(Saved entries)
....................

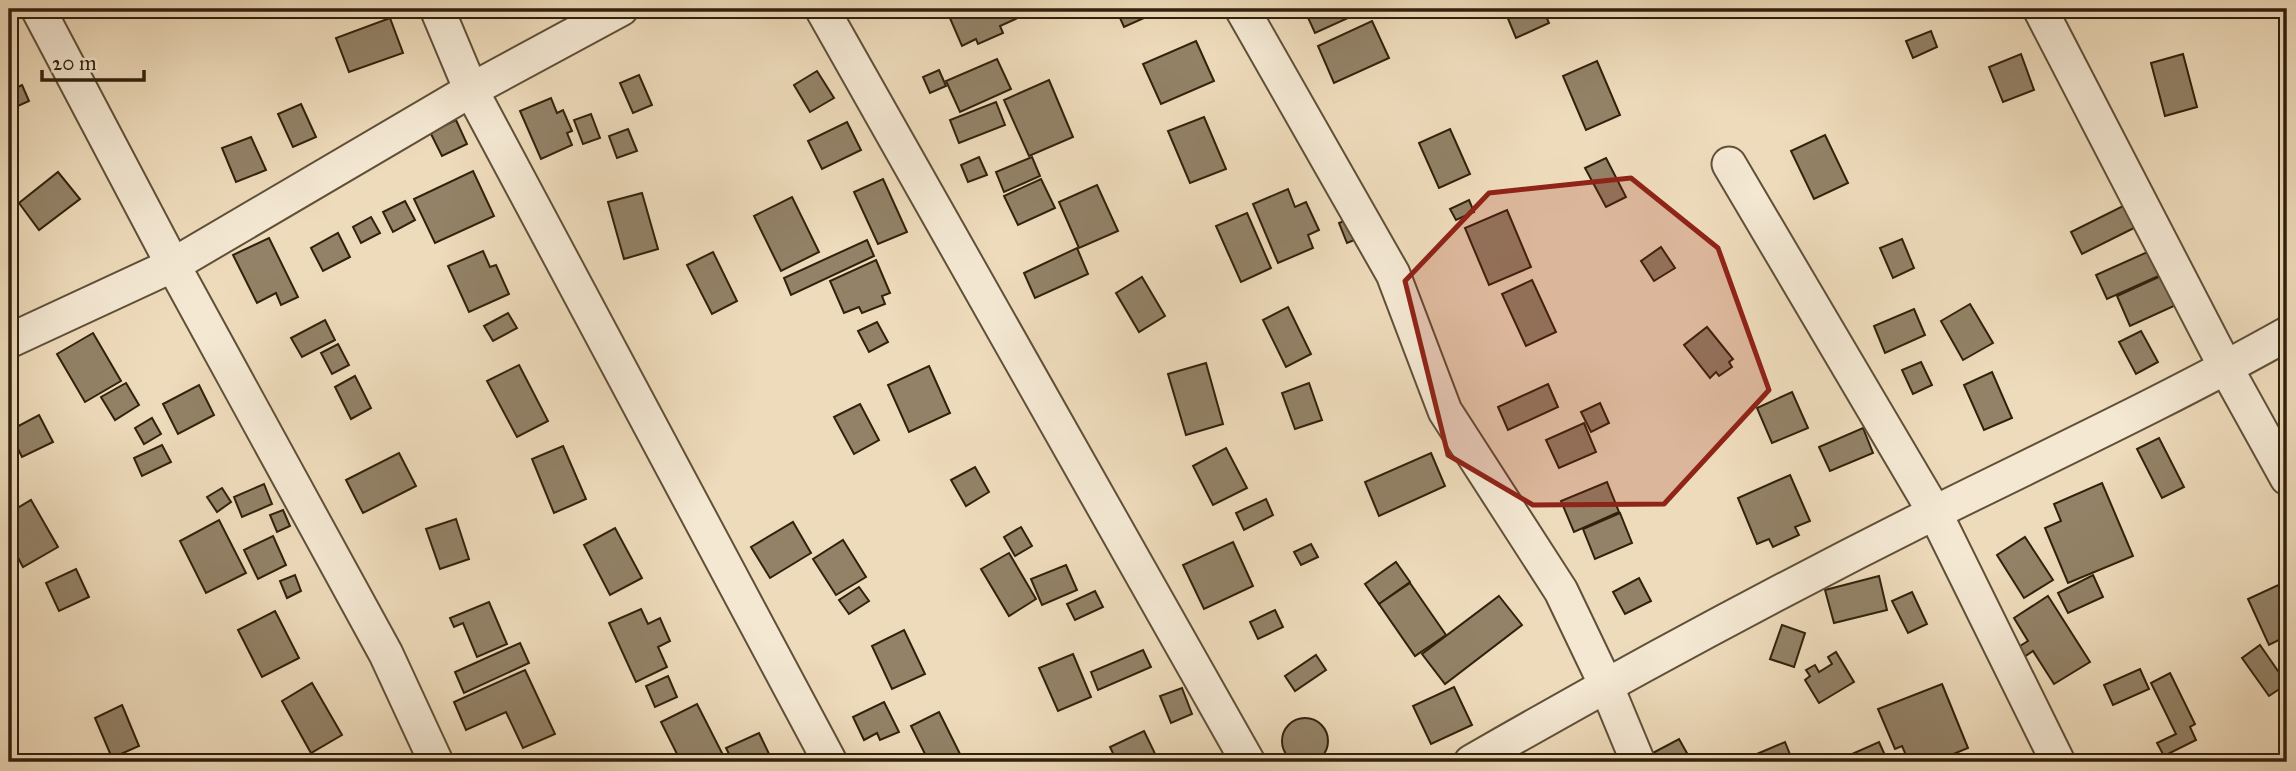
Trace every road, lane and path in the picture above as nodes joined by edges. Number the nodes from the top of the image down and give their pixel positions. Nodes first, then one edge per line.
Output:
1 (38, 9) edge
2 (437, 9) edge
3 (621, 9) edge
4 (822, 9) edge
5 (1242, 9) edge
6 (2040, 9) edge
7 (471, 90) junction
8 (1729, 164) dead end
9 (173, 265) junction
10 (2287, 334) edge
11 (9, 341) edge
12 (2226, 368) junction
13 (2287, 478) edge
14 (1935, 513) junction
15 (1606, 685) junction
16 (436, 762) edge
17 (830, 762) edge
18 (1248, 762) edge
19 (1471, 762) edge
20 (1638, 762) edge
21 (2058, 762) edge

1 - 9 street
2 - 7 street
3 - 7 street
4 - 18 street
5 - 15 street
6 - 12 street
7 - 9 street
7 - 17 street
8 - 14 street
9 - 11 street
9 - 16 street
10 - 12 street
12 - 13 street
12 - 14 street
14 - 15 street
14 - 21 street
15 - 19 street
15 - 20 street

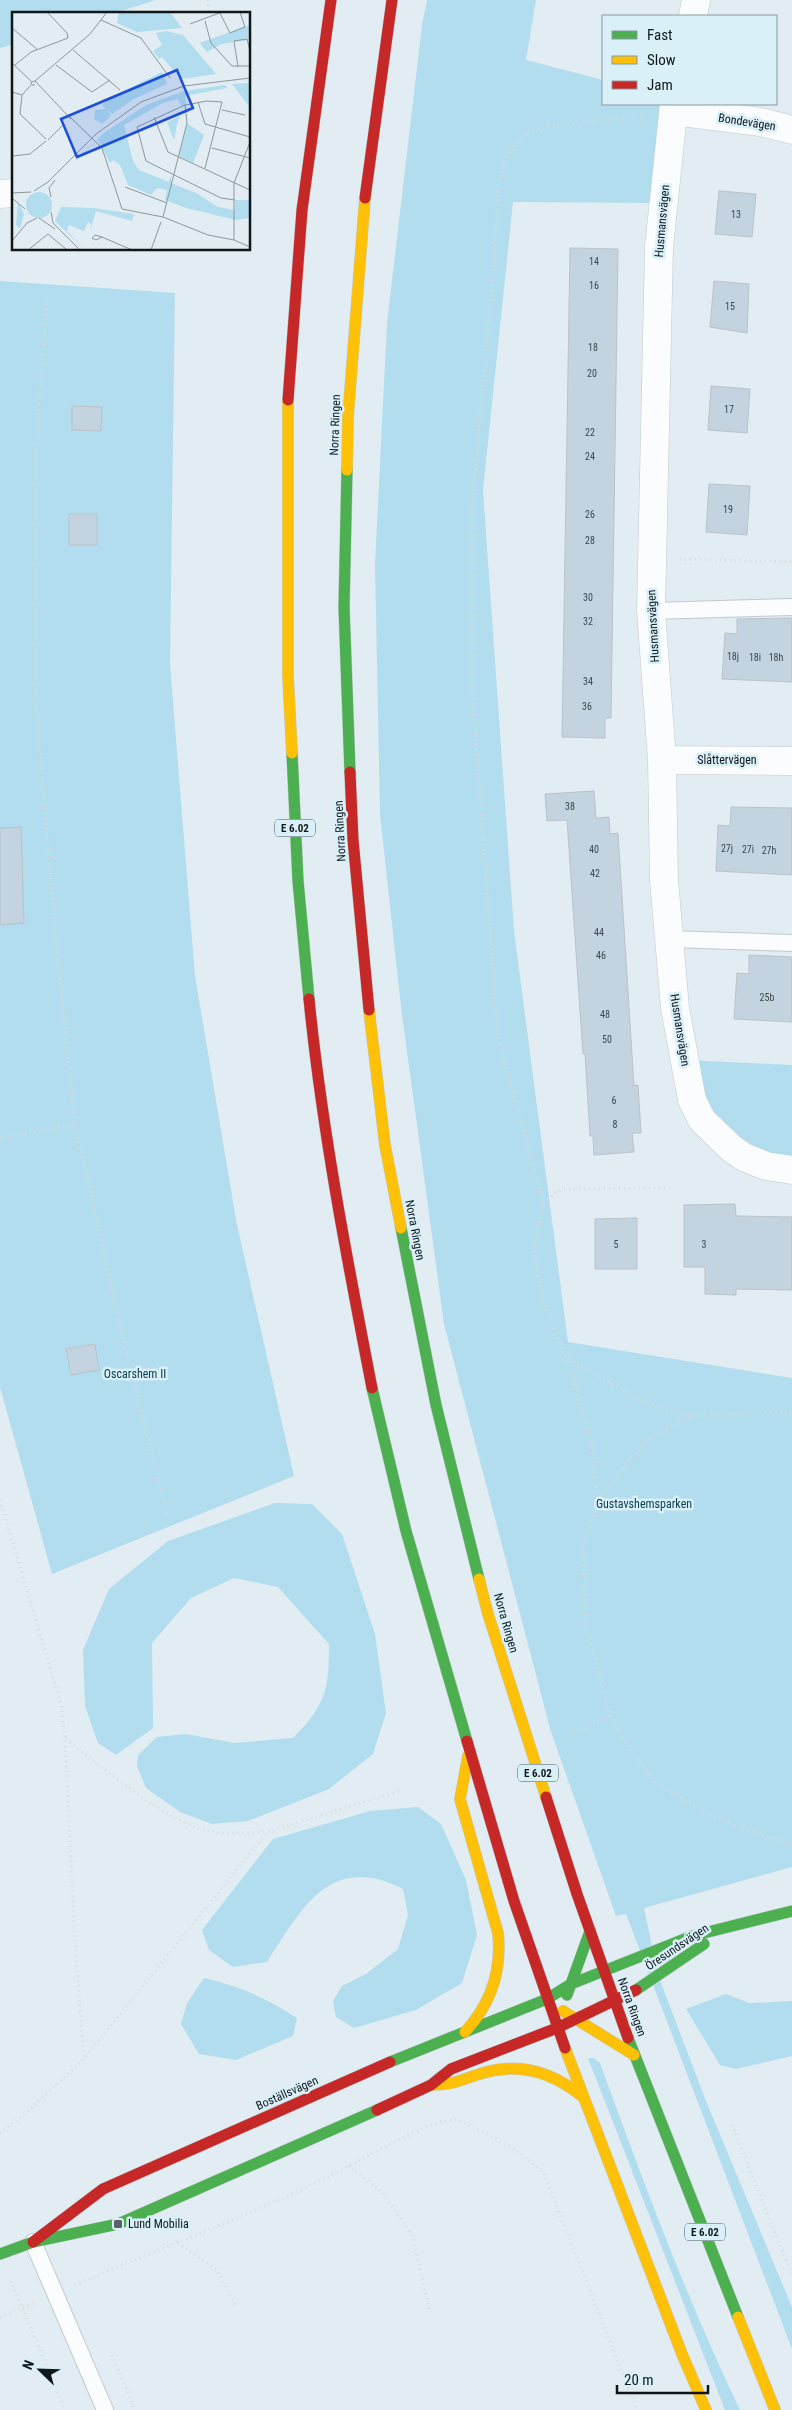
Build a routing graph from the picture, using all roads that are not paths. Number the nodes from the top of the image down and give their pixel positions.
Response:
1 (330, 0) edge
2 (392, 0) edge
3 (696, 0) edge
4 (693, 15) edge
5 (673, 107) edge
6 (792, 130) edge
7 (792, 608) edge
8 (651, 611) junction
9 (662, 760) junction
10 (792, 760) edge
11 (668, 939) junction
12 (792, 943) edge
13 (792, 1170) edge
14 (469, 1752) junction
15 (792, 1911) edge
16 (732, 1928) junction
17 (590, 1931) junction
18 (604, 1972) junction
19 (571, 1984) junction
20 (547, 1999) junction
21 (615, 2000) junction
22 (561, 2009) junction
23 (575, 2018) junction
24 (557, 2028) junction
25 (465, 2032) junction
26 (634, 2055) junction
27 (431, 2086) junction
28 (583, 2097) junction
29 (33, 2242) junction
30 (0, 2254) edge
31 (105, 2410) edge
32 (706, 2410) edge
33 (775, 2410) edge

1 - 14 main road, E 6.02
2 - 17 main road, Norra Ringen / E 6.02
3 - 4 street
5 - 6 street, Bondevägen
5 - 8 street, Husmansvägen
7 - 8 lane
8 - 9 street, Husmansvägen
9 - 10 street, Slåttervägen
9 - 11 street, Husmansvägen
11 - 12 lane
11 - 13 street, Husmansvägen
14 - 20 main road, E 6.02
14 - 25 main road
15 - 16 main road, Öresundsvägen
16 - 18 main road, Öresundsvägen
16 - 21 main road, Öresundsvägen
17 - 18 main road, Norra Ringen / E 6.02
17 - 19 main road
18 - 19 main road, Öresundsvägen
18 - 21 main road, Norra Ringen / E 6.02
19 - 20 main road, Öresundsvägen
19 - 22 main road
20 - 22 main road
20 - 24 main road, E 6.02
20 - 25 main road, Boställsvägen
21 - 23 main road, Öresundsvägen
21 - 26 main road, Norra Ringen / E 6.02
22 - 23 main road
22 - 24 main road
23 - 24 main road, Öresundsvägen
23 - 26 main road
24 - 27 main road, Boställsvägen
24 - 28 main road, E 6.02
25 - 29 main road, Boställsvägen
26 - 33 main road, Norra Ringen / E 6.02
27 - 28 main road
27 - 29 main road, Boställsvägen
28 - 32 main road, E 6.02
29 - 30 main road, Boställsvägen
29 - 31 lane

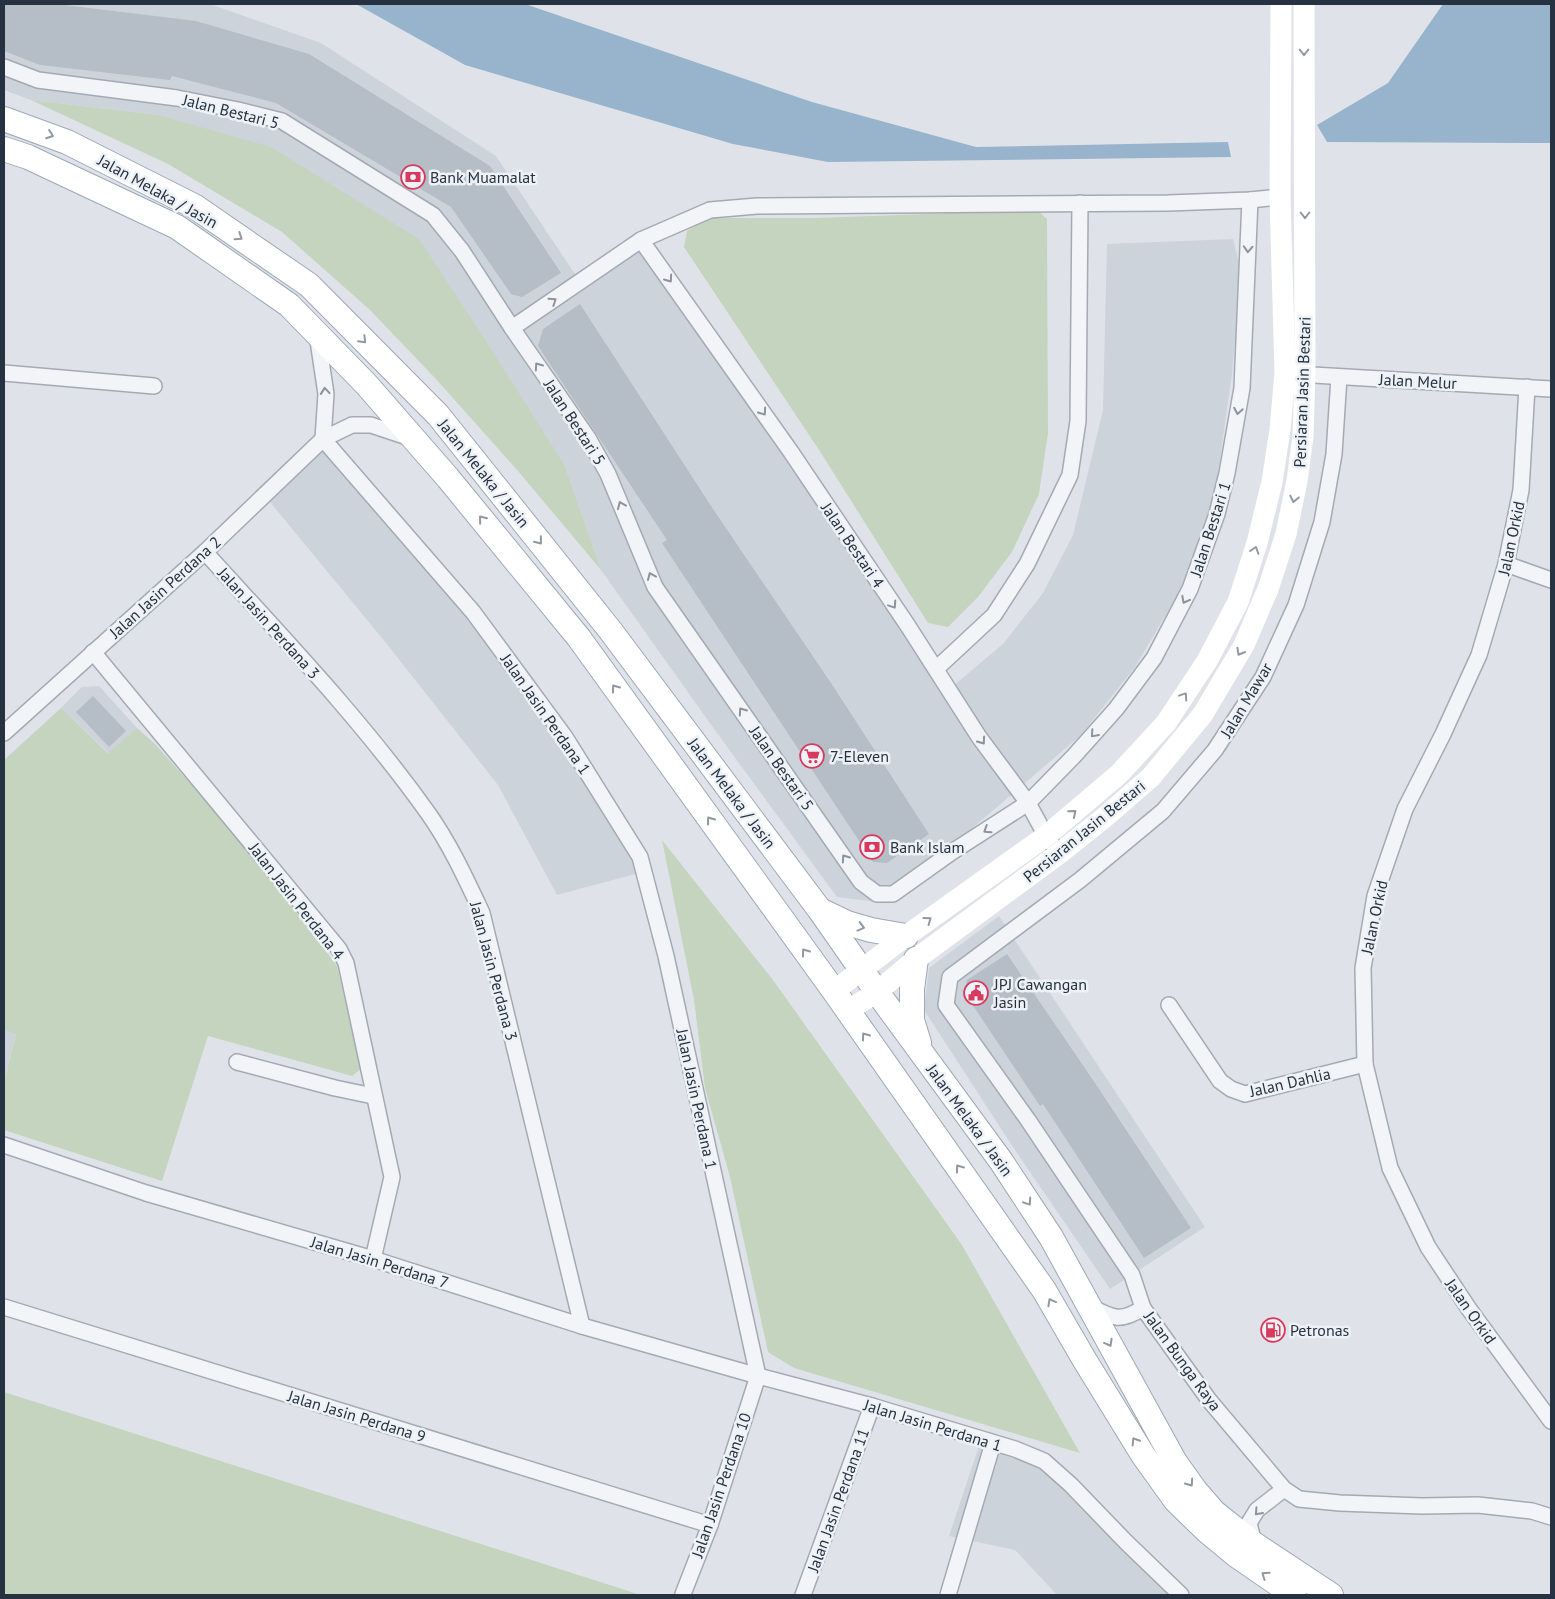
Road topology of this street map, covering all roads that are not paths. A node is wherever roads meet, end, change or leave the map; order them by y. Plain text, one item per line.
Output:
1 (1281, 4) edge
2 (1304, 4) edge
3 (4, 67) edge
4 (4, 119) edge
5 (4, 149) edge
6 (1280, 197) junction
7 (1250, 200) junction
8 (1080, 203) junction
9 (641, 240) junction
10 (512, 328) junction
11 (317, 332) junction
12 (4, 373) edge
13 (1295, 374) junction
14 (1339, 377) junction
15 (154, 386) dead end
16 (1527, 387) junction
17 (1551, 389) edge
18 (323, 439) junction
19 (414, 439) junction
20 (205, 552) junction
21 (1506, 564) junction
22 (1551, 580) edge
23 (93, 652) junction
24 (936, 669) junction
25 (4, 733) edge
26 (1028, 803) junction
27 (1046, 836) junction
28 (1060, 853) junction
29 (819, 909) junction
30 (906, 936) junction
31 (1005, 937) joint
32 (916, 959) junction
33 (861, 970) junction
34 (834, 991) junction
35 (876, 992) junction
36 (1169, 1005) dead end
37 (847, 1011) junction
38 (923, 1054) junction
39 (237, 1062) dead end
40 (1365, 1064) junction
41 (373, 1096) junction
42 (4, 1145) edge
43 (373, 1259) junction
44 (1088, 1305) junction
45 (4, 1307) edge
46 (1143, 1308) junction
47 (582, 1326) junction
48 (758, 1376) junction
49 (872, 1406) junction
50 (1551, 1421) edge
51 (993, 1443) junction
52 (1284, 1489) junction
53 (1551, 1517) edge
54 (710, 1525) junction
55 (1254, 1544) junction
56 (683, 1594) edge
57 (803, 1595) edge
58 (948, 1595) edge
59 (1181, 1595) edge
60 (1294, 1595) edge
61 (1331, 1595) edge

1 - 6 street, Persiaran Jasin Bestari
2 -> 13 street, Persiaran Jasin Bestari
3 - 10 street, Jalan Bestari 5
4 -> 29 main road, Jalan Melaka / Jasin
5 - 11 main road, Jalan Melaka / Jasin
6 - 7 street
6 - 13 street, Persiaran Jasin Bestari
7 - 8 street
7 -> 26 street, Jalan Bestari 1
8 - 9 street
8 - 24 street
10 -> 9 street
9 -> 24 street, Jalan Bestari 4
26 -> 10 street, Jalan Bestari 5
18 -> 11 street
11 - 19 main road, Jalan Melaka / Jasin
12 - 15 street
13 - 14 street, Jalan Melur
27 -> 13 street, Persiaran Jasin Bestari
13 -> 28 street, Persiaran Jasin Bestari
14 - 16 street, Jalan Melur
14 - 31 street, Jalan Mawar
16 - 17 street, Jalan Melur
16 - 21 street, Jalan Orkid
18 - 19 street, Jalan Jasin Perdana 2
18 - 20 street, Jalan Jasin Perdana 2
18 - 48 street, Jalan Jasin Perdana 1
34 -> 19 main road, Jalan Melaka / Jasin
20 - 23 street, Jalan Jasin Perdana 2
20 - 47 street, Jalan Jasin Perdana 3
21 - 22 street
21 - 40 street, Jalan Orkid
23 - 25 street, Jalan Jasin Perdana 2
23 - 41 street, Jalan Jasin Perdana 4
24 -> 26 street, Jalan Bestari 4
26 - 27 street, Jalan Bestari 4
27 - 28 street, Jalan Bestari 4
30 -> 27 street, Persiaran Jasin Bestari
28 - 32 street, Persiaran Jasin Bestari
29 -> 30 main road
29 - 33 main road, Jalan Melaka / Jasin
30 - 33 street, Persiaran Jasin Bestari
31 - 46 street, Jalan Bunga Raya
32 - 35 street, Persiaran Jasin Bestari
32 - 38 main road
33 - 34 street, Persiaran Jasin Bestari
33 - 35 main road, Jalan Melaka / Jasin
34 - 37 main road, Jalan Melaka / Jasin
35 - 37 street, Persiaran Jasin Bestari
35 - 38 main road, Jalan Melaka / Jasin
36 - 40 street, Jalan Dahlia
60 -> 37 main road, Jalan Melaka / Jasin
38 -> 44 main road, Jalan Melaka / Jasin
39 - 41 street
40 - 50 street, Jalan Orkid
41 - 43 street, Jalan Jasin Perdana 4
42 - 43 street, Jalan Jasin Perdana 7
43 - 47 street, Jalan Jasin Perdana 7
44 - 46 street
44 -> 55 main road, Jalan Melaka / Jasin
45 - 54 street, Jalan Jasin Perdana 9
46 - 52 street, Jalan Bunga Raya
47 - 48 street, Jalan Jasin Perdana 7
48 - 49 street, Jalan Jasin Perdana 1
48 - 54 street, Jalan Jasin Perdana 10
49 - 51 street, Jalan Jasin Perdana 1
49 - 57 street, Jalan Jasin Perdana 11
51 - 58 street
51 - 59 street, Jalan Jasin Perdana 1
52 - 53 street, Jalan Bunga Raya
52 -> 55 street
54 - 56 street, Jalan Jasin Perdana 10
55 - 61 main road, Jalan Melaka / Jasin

....................

_TASK_.
In the answer, repeat exactly the lines from the top of the entries above through the line with "Build a routing", and leave pictures out of it.

_ANSWER TO THIS PROBLEM_.
Trace every road, lane and path in the picture above as nodes joined by edges. Number the nodes from the top of the image down and give their pixel positions. Nodes first, then one edge per line.
Output:
1 (38, 9) edge
2 (437, 9) edge
3 (621, 9) edge
4 (822, 9) edge
5 (1242, 9) edge
6 (2040, 9) edge
7 (471, 90) junction
8 (1729, 164) dead end
9 (173, 265) junction
10 (2287, 334) edge
11 (9, 341) edge
12 (2226, 368) junction
13 (2287, 478) edge
14 (1935, 513) junction
15 (1606, 685) junction
16 (436, 762) edge
17 (830, 762) edge
18 (1248, 762) edge
19 (1471, 762) edge
20 (1638, 762) edge
21 (2058, 762) edge

1 - 9 street
2 - 7 street
3 - 7 street
4 - 18 street
5 - 15 street
6 - 12 street
7 - 9 street
7 - 17 street
8 - 14 street
9 - 11 street
9 - 16 street
10 - 12 street
12 - 13 street
12 - 14 street
14 - 15 street
14 - 21 street
15 - 19 street
15 - 20 street

Build a routing graph from the picture, using all roads that are not paths. Number the nodes from the top of the image down and give their pixel positions.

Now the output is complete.